Not today, Debbie

“You are not good enough.” “Why do you think you are qualified for that job?”  How often does your self-talk sound like this? We all have an internal narrative going on, and it is often negative and critical of ourselves.

Over the five months I spent with Life Coach Extraordinaire Andrea Owen, I learned a lot about the inner critic and how destructive it can be. Spoiler alert: once I changed my internal narrative and transformed my self-talk from negative from positive, it was a game changer for me!

What is self-talk?

We all have an internal narrative going on all the time. Many of the things we believe and tell ourselves are based on things from our childhood or family of origin or are based on our past experience. These stories have been in our brains for a long time, which makes it hard to change them.

What does it sound like?

Our negative talk can sometimes be practical or realistic- in these instances, your self-talk is tied to a past experience or the self-talk sounds rational. Like “gosh, that meeting did not go well, ugh I am so unprofessional and bad.” It may sound practical, but likely isn’t realistic or rooted in truth. I used to believe I was bad at relationships based on past experiences. Again, it was rooted in past information, but it doesn’t actually make any sense, and it doesn’t create success for the future. It can also present as a fantasy that allows us to create stories (which we talked about in May). This may sound like “I am going to fail this test, and I am going to drop out of school and will never get a job.” Not only is this likely unrealistic, but it is also pretty extreme and we have a good amount of control over what will happen between now and what will happen that far in the future. Finally, our inner critic can just sound mean and harsh. “You are overweight and how would anyone love you.” It can sound mean and be very painful.  

Why is this bad?

Why is negative self-talk even a bad thing?
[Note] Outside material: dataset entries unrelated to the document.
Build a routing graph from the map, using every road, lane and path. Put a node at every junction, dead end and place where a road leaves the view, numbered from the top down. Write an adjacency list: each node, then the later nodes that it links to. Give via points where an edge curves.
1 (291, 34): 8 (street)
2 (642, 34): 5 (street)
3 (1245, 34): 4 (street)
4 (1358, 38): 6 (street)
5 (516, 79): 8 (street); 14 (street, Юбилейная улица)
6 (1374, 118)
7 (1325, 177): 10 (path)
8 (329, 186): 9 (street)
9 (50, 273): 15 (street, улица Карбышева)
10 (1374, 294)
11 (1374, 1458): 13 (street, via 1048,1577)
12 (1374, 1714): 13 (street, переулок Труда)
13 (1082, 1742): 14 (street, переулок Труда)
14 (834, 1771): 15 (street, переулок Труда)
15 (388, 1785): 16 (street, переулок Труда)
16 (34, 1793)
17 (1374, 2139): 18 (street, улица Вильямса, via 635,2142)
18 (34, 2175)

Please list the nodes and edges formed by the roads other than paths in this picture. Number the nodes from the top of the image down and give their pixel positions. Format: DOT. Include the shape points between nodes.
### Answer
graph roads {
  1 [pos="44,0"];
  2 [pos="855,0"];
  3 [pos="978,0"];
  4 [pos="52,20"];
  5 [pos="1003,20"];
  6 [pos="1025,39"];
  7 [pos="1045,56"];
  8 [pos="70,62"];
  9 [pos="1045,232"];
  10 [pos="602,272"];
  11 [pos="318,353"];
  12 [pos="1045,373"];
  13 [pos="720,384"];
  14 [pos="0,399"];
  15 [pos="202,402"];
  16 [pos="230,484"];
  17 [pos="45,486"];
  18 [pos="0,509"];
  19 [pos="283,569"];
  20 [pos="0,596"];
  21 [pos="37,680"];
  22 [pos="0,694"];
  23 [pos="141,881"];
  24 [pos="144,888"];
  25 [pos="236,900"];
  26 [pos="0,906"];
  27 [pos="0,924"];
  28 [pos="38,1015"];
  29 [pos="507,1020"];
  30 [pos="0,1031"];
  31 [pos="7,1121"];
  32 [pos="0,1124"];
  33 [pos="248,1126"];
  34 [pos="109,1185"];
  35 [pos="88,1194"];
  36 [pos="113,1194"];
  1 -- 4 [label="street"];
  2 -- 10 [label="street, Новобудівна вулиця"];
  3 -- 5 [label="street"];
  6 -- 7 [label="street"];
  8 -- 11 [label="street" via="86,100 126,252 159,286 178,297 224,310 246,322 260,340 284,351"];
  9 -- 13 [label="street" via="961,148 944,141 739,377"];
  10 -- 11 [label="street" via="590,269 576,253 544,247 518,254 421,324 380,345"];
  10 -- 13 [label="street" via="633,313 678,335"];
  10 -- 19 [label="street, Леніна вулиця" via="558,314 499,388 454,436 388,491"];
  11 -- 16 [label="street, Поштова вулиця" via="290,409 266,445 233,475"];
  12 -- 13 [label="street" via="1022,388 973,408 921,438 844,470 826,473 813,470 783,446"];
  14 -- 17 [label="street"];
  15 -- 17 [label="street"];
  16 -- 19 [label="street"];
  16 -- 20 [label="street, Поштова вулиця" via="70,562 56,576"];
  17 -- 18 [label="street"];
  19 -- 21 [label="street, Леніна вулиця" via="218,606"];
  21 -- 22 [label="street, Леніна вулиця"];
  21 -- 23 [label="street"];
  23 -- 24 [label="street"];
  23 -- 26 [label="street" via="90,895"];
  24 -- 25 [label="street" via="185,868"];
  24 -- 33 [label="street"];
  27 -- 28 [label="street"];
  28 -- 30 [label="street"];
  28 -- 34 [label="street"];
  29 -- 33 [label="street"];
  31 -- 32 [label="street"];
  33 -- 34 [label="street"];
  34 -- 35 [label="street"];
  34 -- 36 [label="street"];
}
In a nutshell, it can mess up our view of ourselves and how we show up in the world. Negative self-talk and being critical of ourselves can decrease our self-esteem and confidence, increase our level of stress (which can also increase our cortisol which is linked to weight gain), limits our thinking, impacts our ability to make decisions and can negatively impact our relationships. Not. Good.

What in the world to do about it?

First, it’s important to know that the goal is to manage our inner critic because it won’t fully go away. Even people who have been doing this work for years (i.e. Andrea Owen and Brene Brown), still deal with the inner critic. While it will still pop up, it can be easier to manage over time.

Start to understand what your triggers are and what your negative self-talk sounds like. So for me, my self-talk shows up around work and romantic relationships. I beat myself up about how I show up professionally (and feel like I have to be perfect), and I feel like I am bad at relationships which negatively impacts how I show up in relationships (quite the cycle).

After that, there are a variety of things you can do including changing the narrative and trying to rewrite the story. This is the one I try to do. So instead of saying I am bad at relationships, I say that I have a history of being in relationships with men who are not a good fit for me. You can also write down the thoughts- this allows you to see them as they are and, hopefully, detach yourself from them. You can stop them in their tracks and basically say no to your thoughts. As an extension of that, you can give it a nickname (Debbie Downer is a fun one). When the thoughts show up, you can say "Not today Debbie, you’ve got to go.” You can talk to a friend and share your story with them.

Regardless of what you do, please remember to be kind to yourself and practice self-compassion. This is HUGE! Talk to yourself like you would talk to a loved one (and like you would expect a loved one to talk to you). This is a critical step.

Finally, remember that this is a practice. You will have to practice positive, affirming self-talk and be okay if it doesn’t change immediately, keep at it. For me, knowing that it is a practice relieves me from the pressure of having to keep working on self-talk. It is quite reassuring.